MGM Resorts International said it expects to take a $100 million hit as part of the fallout of a cyberattack that has most significantly impacted its Las Vegas operations.
MGM first acknowledged detection of the issue in a press release last month. On Thursday, the company disclosed in a regulatory filing it “shut down its systems to mitigate risk to customer information, which resulted in disruptions at some of the company’s properties but allowed the company to prevent the criminal actors from accessing any customer bank account numbers or payment card information.”
MGM said some personal information was breached for business conducted prior to March 2019, including names, phone numbers, email and postal addresses, genders, dates of birth, and driver’s license numbers. For a limited number of customers, Social Security numbers and passport numbers were also obtained.
MGM acknowledged the attack will have a negative impact on its third-quarter results and minimal impact during the fourth quarter.

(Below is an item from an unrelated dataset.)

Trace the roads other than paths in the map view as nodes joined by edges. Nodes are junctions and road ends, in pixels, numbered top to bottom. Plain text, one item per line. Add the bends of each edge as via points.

It said it does not expect the issue to have a material effect on its financial condition and results of operations for the year.
The company also disclosed it incurred less than $10 million in one-time expenses related to the issue, which consisted of technology consulting services, legal fees, and expenses of other third-party advisers. MGM said it believes its cybersecurity insurance will cover losses incurred because of operational disruptions but acknowledged the full scope of impact has yet to be determined.

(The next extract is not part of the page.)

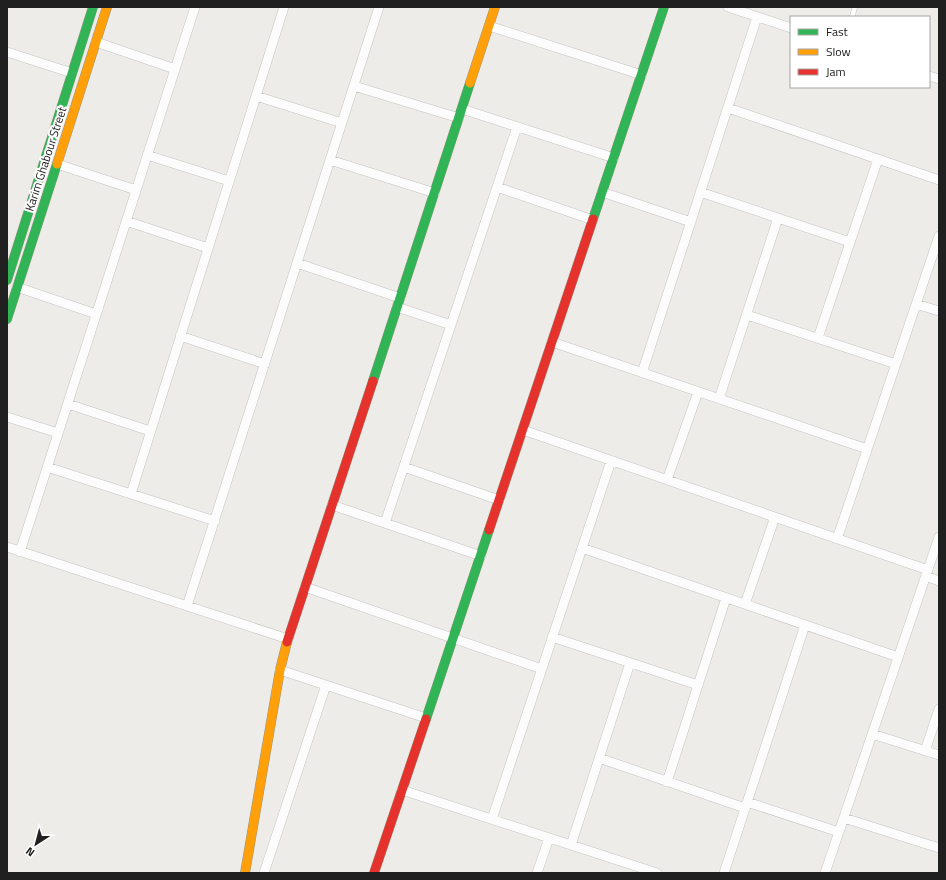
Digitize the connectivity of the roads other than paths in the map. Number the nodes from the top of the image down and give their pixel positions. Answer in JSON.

The company believes the breach is contained but is still engaging third-party experts to further enhance its cyber defenses.

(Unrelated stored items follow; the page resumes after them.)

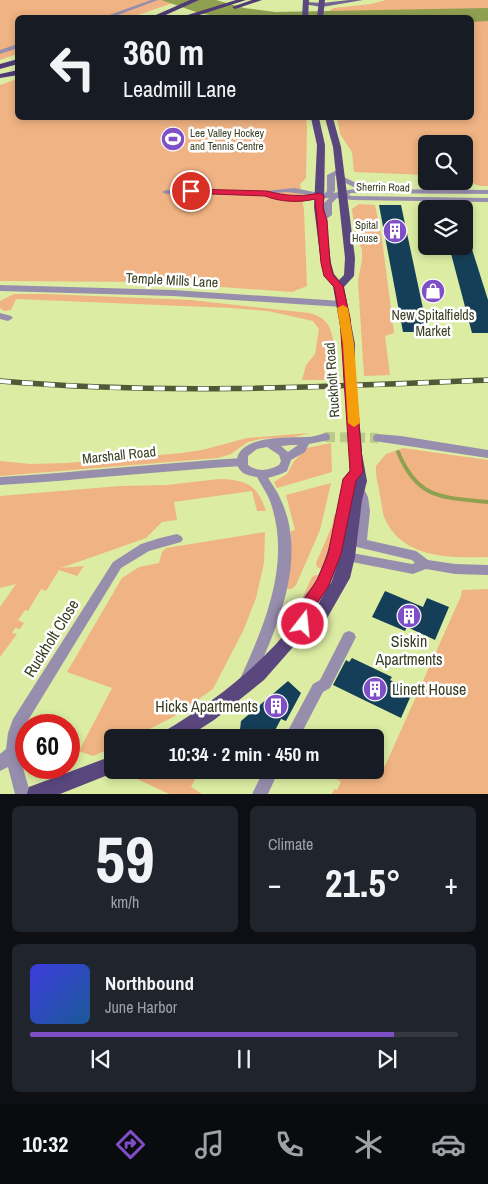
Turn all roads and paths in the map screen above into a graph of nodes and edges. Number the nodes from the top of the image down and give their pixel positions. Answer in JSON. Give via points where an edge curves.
{"nodes":[{"id":1,"x":196,"y":0,"type":"edge"},
{"id":2,"x":244,"y":0,"type":"edge"},
{"id":3,"x":259,"y":0,"type":"edge"},
{"id":4,"x":361,"y":0,"type":"edge"},
{"id":5,"x":153,"y":1,"type":"edge"},
{"id":6,"x":353,"y":1,"type":"edge"},
{"id":7,"x":306,"y":4,"type":"edge"},
{"id":8,"x":322,"y":4,"type":"edge"},
{"id":9,"x":112,"y":15,"type":"edge"},
{"id":10,"x":159,"y":15,"type":"edge"},
{"id":11,"x":192,"y":15,"type":"edge"},
{"id":12,"x":207,"y":15,"type":"edge"},
{"id":13,"x":15,"y":47,"type":"edge"},
{"id":14,"x":0,"y":52,"type":"edge"},
{"id":15,"x":15,"y":63,"type":"edge"},
{"id":16,"x":0,"y":68,"type":"edge"},
{"id":17,"x":15,"y":72,"type":"edge"},
{"id":18,"x":0,"y":76,"type":"edge"},
{"id":19,"x":315,"y":120,"type":"edge"},
{"id":20,"x":330,"y":120,"type":"edge"},
{"id":21,"x":340,"y":174,"type":"junction"},
{"id":22,"x":373,"y":191,"type":"junction"},
{"id":23,"x":166,"y":192,"type":"dead end"},
{"id":24,"x":488,"y":192,"type":"edge"},
{"id":25,"x":338,"y":195,"type":"junction"},
{"id":26,"x":323,"y":196,"type":"junction"},
{"id":27,"x":488,"y":200,"type":"edge"},
{"id":28,"x":322,"y":220,"type":"junction"},
{"id":29,"x":338,"y":286,"type":"junction"},
{"id":30,"x":0,"y":288,"type":"edge"},
{"id":31,"x":342,"y":304,"type":"junction"},
{"id":32,"x":325,"y":437,"type":"tunnel mouth"},
{"id":33,"x":378,"y":438,"type":"tunnel mouth"},
{"id":34,"x":306,"y":441,"type":"junction"},
{"id":35,"x":270,"y":444,"type":"junction"},
{"id":36,"x":488,"y":454,"type":"edge"},
{"id":37,"x":286,"y":458,"type":"junction"},
{"id":38,"x":242,"y":462,"type":"junction"},
{"id":39,"x":357,"y":472,"type":"junction"},
{"id":40,"x":261,"y":475,"type":"junction"},
{"id":41,"x":0,"y":481,"type":"edge"},
{"id":42,"x":177,"y":539,"type":"dead end"},
{"id":43,"x":349,"y":541,"type":"junction"},
{"id":44,"x":341,"y":556,"type":"junction"},
{"id":45,"x":425,"y":564,"type":"junction"},
{"id":46,"x":488,"y":570,"type":"edge"},
{"id":47,"x":349,"y":637,"type":"dead end"},
{"id":48,"x":242,"y":689,"type":"junction"},
{"id":49,"x":184,"y":729,"type":"edge"},
{"id":50,"x":296,"y":729,"type":"edge"},
{"id":51,"x":12,"y":753,"type":"junction"},
{"id":52,"x":0,"y":764,"type":"edge"},
{"id":53,"x":104,"y":768,"type":"edge"},
{"id":54,"x":268,"y":779,"type":"edge"},
{"id":55,"x":23,"y":794,"type":"edge"},
{"id":56,"x":36,"y":794,"type":"edge"},
{"id":57,"x":260,"y":794,"type":"edge"}],
"edges":[{"from":1,"to":10,"type":"highway"},
{"from":2,"to":11,"type":"highway"},
{"from":3,"to":12,"type":"highway"},
{"from":4,"to":6,"type":"main road"},
{"from":5,"to":9,"type":"street"},
{"from":6,"to":8,"type":"main road"},
{"from":7,"to":8,"type":"main road"},
{"from":13,"to":14,"type":"street"},
{"from":15,"to":16,"type":"highway"},
{"from":17,"to":18,"type":"highway"},
{"from":19,"to":26,"type":"main road","name":"Ruckholt Road","via":[[321,145]]},
{"from":20,"to":21,"type":"main road"},
{"from":21,"to":22,"type":"street","name":"Sherrin Road"},
{"from":21,"to":25,"type":"main road"},
{"from":21,"to":26,"type":"street","via":[[331,175],[331,190]]},
{"from":22,"to":24,"type":"street","name":"Sherrin Road"},
{"from":22,"to":25,"type":"street","name":"Sherrin Road","via":[[350,191]]},
{"from":23,"to":26,"type":"street","via":[[267,193],[304,199]]},
{"from":25,"to":26,"type":"street"},
{"from":25,"to":27,"type":"street","name":"Sherrin Road","via":[[352,198]]},
{"from":25,"to":28,"type":"street","via":[[328,203],[328,215]]},
{"from":25,"to":29,"type":"main road","via":[[350,258],[349,276]]},
{"from":26,"to":28,"type":"main road","name":"Ruckholt Road","via":[[319,208]]},
{"from":28,"to":29,"type":"main road","name":"Ruckholt Road","via":[[327,269]]},
{"from":29,"to":31,"type":"main road","name":"Ruckholt Road"},
{"from":30,"to":31,"type":"street","name":"Temple Mills Lane","via":[[173,292]]},
{"from":31,"to":39,"type":"main road","name":"Ruckholt Road","bridge":true},
{"from":32,"to":34,"type":"street"},
{"from":33,"to":36,"type":"street"},
{"from":34,"to":35,"type":"street"},
{"from":34,"to":37,"type":"street","via":[[301,449]]},
{"from":35,"to":37,"type":"street","via":[[280,449]]},
{"from":35,"to":38,"type":"street","via":[[250,447]]},
{"from":37,"to":40,"type":"street","via":[[279,471]]},
{"from":38,"to":40,"type":"street","via":[[248,471]]},
{"from":38,"to":41,"type":"street","name":"Marshall Road"},
{"from":39,"to":43,"type":"main road","name":"Ruckholt Road","via":[[359,490]]},
{"from":39,"to":43,"type":"main road","name":"Ruckholt Road","via":[[350,479]]},
{"from":40,"to":48,"type":"street","via":[[281,513],[284,569],[262,645]]},
{"from":42,"to":51,"type":"street","name":"Ruckholt Close","via":[[149,545],[117,565],[18,724]]},
{"from":43,"to":44,"type":"main road","name":"Ruckholt Road"},
{"from":43,"to":45,"type":"street","via":[[416,556]]},
{"from":44,"to":45,"type":"street","via":[[413,569]]},
{"from":44,"to":48,"type":"main road","name":"Ruckholt Road","via":[[302,614],[303,624],[282,652]]},
{"from":45,"to":46,"type":"street"},
{"from":47,"to":50,"type":"street","via":[[325,684],[318,688]]},
{"from":48,"to":49,"type":"main road","name":"Ruckholt Road"},
{"from":51,"to":52,"type":"street"},
{"from":51,"to":55,"type":"street","name":"Ruckholt Close"},
{"from":53,"to":56,"type":"main road"},
{"from":54,"to":57,"type":"street"}]}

MGM is not the only gaming company to be dealing with the effects of a breach. Caesars Entertainment disclosed last month an unauthorized actor accessed its loyalty program database, which included driver’s license numbers and/or Social Security numbers.
Additional attention is being paid to company breach disclosures in advance of the compliance date of the Securities and Exchange Commission’s rule requiring material cybersecurity incidents to be disclosed within four business days.